Parecía que solo había pasado un día desde que pisó Hyde Park por última vez. Le costaba creer que hubiera transcurrido otro año. En algún momento llegó a pensar que no se molestaría en aparecer por Londres esa primavera. Lo pensaba todos los años, claro. Pero todos los años volvía.
Había cierta atracción irresistible que lo llevaba de vuelta a Londres cada primavera, admitió en silencio mientras los tres saludaban a una pareja de ancianas con enormes bonetes que paseaban despacio en un viejo cabriolé con un cochero todavía más viejo en el pescante. Las damas les devolvieron el saludo con idénticos gestos de la mano y asentimientos de cabeza. Como si fueran de la realeza.
Le encantaba estar en casa, en Ainsley Park, en Gloucestershire. Jamás se sentía tan feliz como cuando estaba en casa, sumergido en la ajetreada vida de la granja o en las igualmente ajetreadas tareas domésticas.
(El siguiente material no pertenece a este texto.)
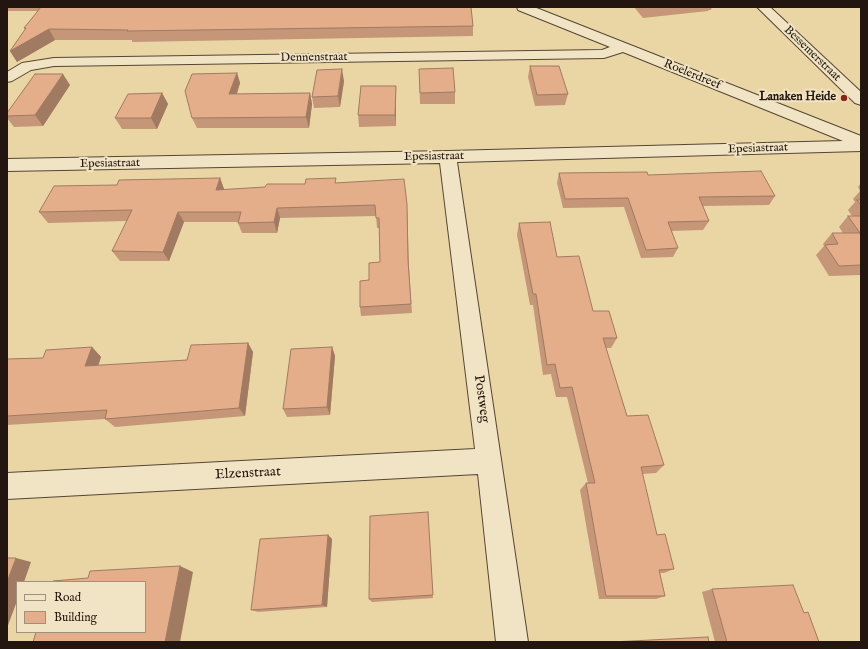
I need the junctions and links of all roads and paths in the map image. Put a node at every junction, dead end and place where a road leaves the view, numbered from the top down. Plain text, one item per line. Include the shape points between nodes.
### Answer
1 (523, 7) edge
2 (763, 7) edge
3 (623, 47) junction
4 (7, 78) edge
5 (861, 100) edge
6 (861, 142) edge
7 (861, 146) edge
8 (448, 157) junction
9 (7, 166) edge
10 (489, 461) junction
11 (7, 486) edge
12 (512, 642) edge

1 - 3 street, Roelerdreef
2 - 5 street, Bessemerstraat
3 - 4 street, Dennenstraat via 604,54 54,62 27,66
3 - 6 street, Roelerdreef
7 - 8 street, Epesiastraat
8 - 9 street, Epesiastraat
8 - 10 street, Postweg
10 - 11 street, Elzenstraat
10 - 12 street, Postweg

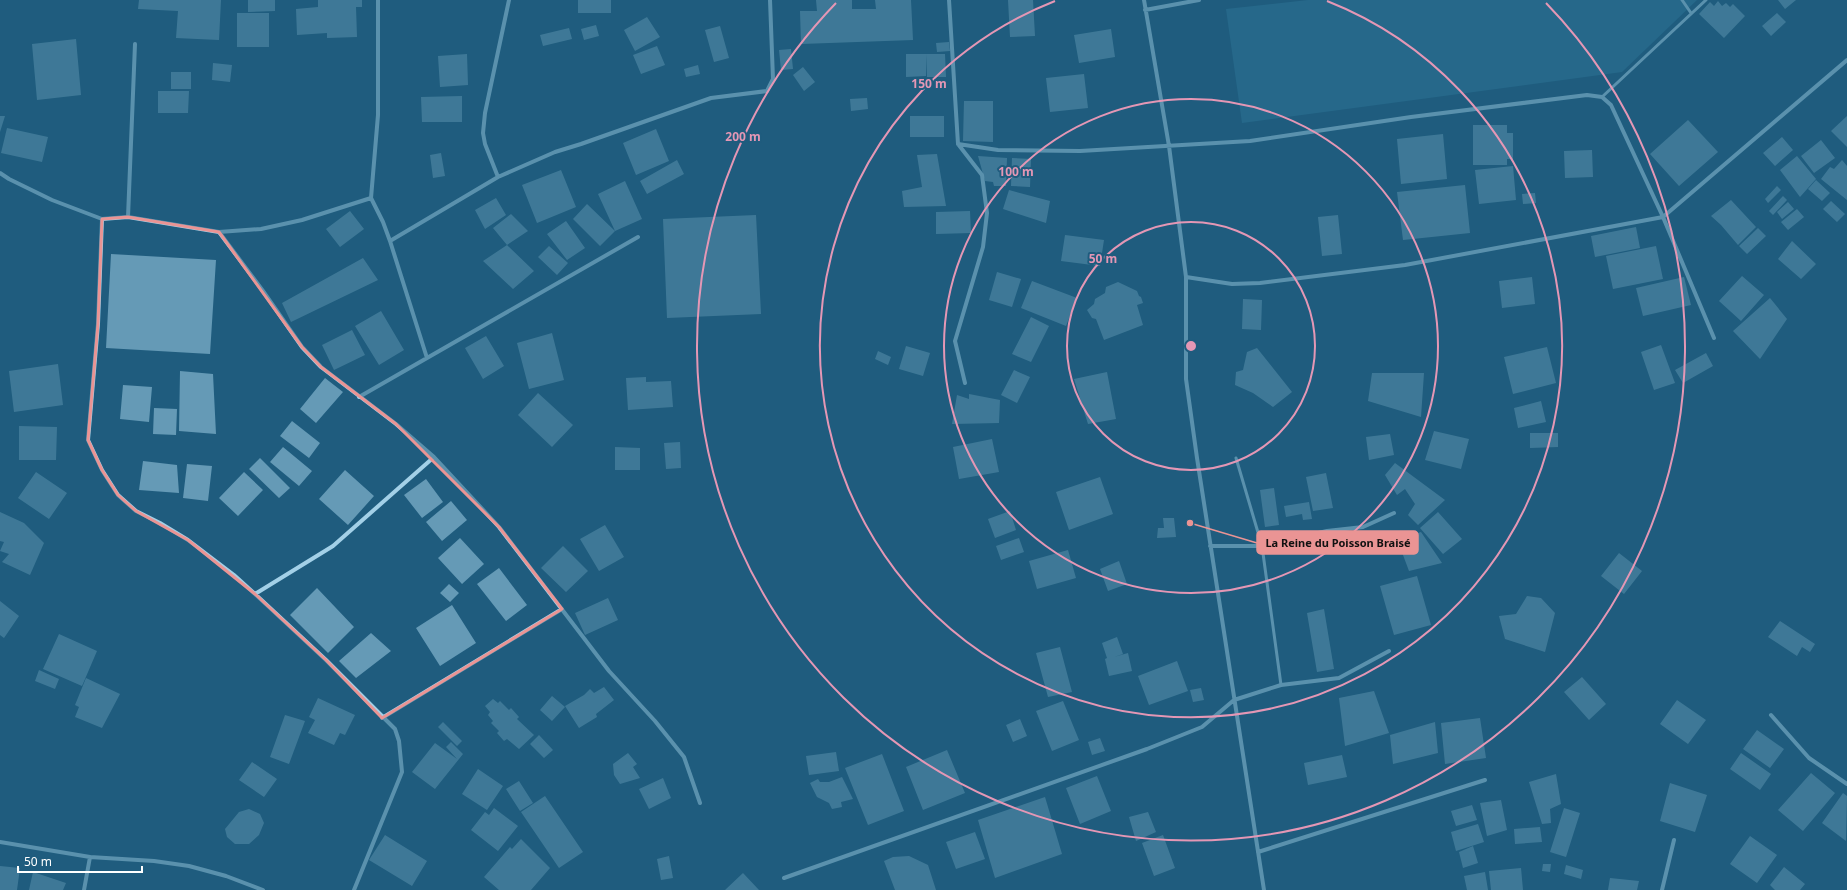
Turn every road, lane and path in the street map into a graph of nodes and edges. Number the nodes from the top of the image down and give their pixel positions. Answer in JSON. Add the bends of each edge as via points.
{"nodes":[{"id":1,"x":378,"y":0,"type":"edge"},
{"id":2,"x":509,"y":0,"type":"edge"},
{"id":3,"x":770,"y":0,"type":"edge"},
{"id":4,"x":949,"y":0,"type":"edge"},
{"id":5,"x":1144,"y":0,"type":"edge"},
{"id":6,"x":1199,"y":0,"type":"edge"},
{"id":7,"x":1682,"y":0,"type":"edge"},
{"id":8,"x":1706,"y":0,"type":"edge"},
{"id":9,"x":1145,"y":10,"type":"junction"},
{"id":10,"x":1692,"y":14,"type":"junction"},
{"id":11,"x":135,"y":44,"type":"dead end"},
{"id":12,"x":1847,"y":60,"type":"edge"},
{"id":13,"x":1602,"y":97,"type":"junction"},
{"id":14,"x":958,"y":144,"type":"junction"},
{"id":15,"x":1168,"y":146,"type":"junction"},
{"id":16,"x":0,"y":173,"type":"edge"},
{"id":17,"x":498,"y":177,"type":"junction"},
{"id":18,"x":371,"y":198,"type":"junction"},
{"id":19,"x":128,"y":217,"type":"junction"},
{"id":20,"x":1663,"y":217,"type":"junction"},
{"id":21,"x":102,"y":219,"type":"junction"},
{"id":22,"x":219,"y":232,"type":"junction"},
{"id":23,"x":638,"y":238,"type":"dead end"},
{"id":24,"x":390,"y":241,"type":"junction"},
{"id":25,"x":1186,"y":277,"type":"junction"},
{"id":26,"x":1714,"y":338,"type":"dead end"},
{"id":27,"x":427,"y":358,"type":"junction"},
{"id":28,"x":966,"y":383,"type":"dead end"},
{"id":29,"x":359,"y":397,"type":"junction"},
{"id":30,"x":434,"y":456,"type":"junction"},
{"id":31,"x":1236,"y":458,"type":"dead end"},
{"id":32,"x":1394,"y":513,"type":"dead end"},
{"id":33,"x":1210,"y":546,"type":"junction"},
{"id":34,"x":1262,"y":546,"type":"junction"},
{"id":35,"x":255,"y":594,"type":"junction"},
{"id":36,"x":562,"y":609,"type":"junction"},
{"id":37,"x":1389,"y":651,"type":"dead end"},
{"id":38,"x":1281,"y":685,"type":"junction"},
{"id":39,"x":1234,"y":700,"type":"junction"},
{"id":40,"x":1771,"y":716,"type":"dead end"},
{"id":41,"x":382,"y":718,"type":"junction"},
{"id":42,"x":1485,"y":780,"type":"dead end"},
{"id":43,"x":1847,"y":784,"type":"edge"},
{"id":44,"x":700,"y":803,"type":"dead end"},
{"id":45,"x":1674,"y":840,"type":"dead end"},
{"id":46,"x":0,"y":842,"type":"edge"},
{"id":47,"x":1258,"y":852,"type":"junction"},
{"id":48,"x":90,"y":857,"type":"junction"},
{"id":49,"x":784,"y":878,"type":"dead end"},
{"id":50,"x":84,"y":890,"type":"edge"},
{"id":51,"x":264,"y":890,"type":"edge"},
{"id":52,"x":354,"y":890,"type":"edge"},
{"id":53,"x":1264,"y":890,"type":"edge"},
{"id":54,"x":1662,"y":890,"type":"edge"}],
"edges":[{"from":1,"to":18,"type":"street","via":[[378,115]]},
{"from":2,"to":17,"type":"street","via":[[483,133],[484,144]]},
{"from":3,"to":17,"type":"street","via":[[773,78],[767,91],[711,98],[555,152]]},
{"from":4,"to":14,"type":"street"},
{"from":5,"to":9,"type":"street"},
{"from":6,"to":9,"type":"street"},
{"from":7,"to":10,"type":"lane"},
{"from":8,"to":10,"type":"lane"},
{"from":9,"to":15,"type":"street"},
{"from":10,"to":13,"type":"lane"},
{"from":11,"to":19,"type":"street"},
{"from":12,"to":20,"type":"street"},
{"from":13,"to":15,"type":"street","via":[[1587,95],[1411,117],[1250,141]]},
{"from":13,"to":20,"type":"street","via":[[1610,105]]},
{"from":14,"to":15,"type":"street","via":[[998,150],[1080,151]]},
{"from":14,"to":28,"type":"street","via":[[982,176],[987,213],[983,247],[955,341]]},
{"from":15,"to":25,"type":"street"},
{"from":16,"to":21,"type":"street","via":[[52,200]]},
{"from":17,"to":24,"type":"street"},
{"from":18,"to":22,"type":"street","via":[[302,220],[261,229]]},
{"from":18,"to":24,"type":"street"},
{"from":19,"to":21,"type":"street"},
{"from":19,"to":22,"type":"street"},
{"from":20,"to":25,"type":"street","via":[[1397,266],[1260,283],[1232,284]]},
{"from":20,"to":26,"type":"street"},
{"from":21,"to":35,"type":"street","via":[[98,324],[88,440],[102,470],[118,495],[136,511],[188,540]]},
{"from":22,"to":29,"type":"street","via":[[302,347],[321,367]]},
{"from":23,"to":27,"type":"street"},
{"from":24,"to":27,"type":"street"},
{"from":25,"to":33,"type":"street","via":[[1186,379]]},
{"from":27,"to":29,"type":"street"},
{"from":29,"to":30,"type":"street"},
{"from":30,"to":35,"type":"street","via":[[333,546]]},
{"from":30,"to":36,"type":"street","via":[[499,527]]},
{"from":31,"to":34,"type":"lane"},
{"from":32,"to":34,"type":"street","via":[[1363,527],[1327,531]]},
{"from":33,"to":34,"type":"street"},
{"from":33,"to":39,"type":"street"},
{"from":34,"to":38,"type":"lane"},
{"from":35,"to":41,"type":"street","via":[[326,660]]},
{"from":36,"to":41,"type":"street"},
{"from":36,"to":44,"type":"street","via":[[608,671],[655,721],[684,757]]},
{"from":37,"to":38,"type":"street","via":[[1339,678]]},
{"from":38,"to":39,"type":"street"},
{"from":39,"to":47,"type":"street"},
{"from":39,"to":49,"type":"street","via":[[1202,728]]},
{"from":40,"to":43,"type":"street","via":[[1810,758]]},
{"from":41,"to":52,"type":"street","via":[[394,729],[400,741],[402,772]]},
{"from":42,"to":47,"type":"street"},
{"from":45,"to":54,"type":"street"},
{"from":46,"to":48,"type":"street"},
{"from":47,"to":53,"type":"street"},
{"from":48,"to":50,"type":"street"},
{"from":48,"to":51,"type":"street","via":[[154,860],[189,866]]}]}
Apenas tenía un momento de tranquilidad cuando se encontraba en el campo. Y no se podía quejar de soledad. Sus vecinos siempre estaban ansiosos por que participara en las celebraciones que organizaban, aunque tuvieran sus reservas acerca de las actividades que llevaba a cabo en Ainsley Park.
Y en cuanto a la mansión en sí… En fin, la casa estaba tan atestada de gente que hacía dos años que se había mudado a la residencia de la viuda para disfrutar de un mínimo de intimidad… y también para que sus aposentos quedaran libres y pudieran alojar a los que iban llegando. El arreglo había funcionado de maravilla hasta el invierno anterior, cuando un grupo de niñas descubrió el invernadero adyacente a la residencia de la viuda y lo convirtió en su sala de juegos. Después, cómo no, invadieron la cocina en busca de platos y agua con los que hacer el té de sus muñecas. Y después…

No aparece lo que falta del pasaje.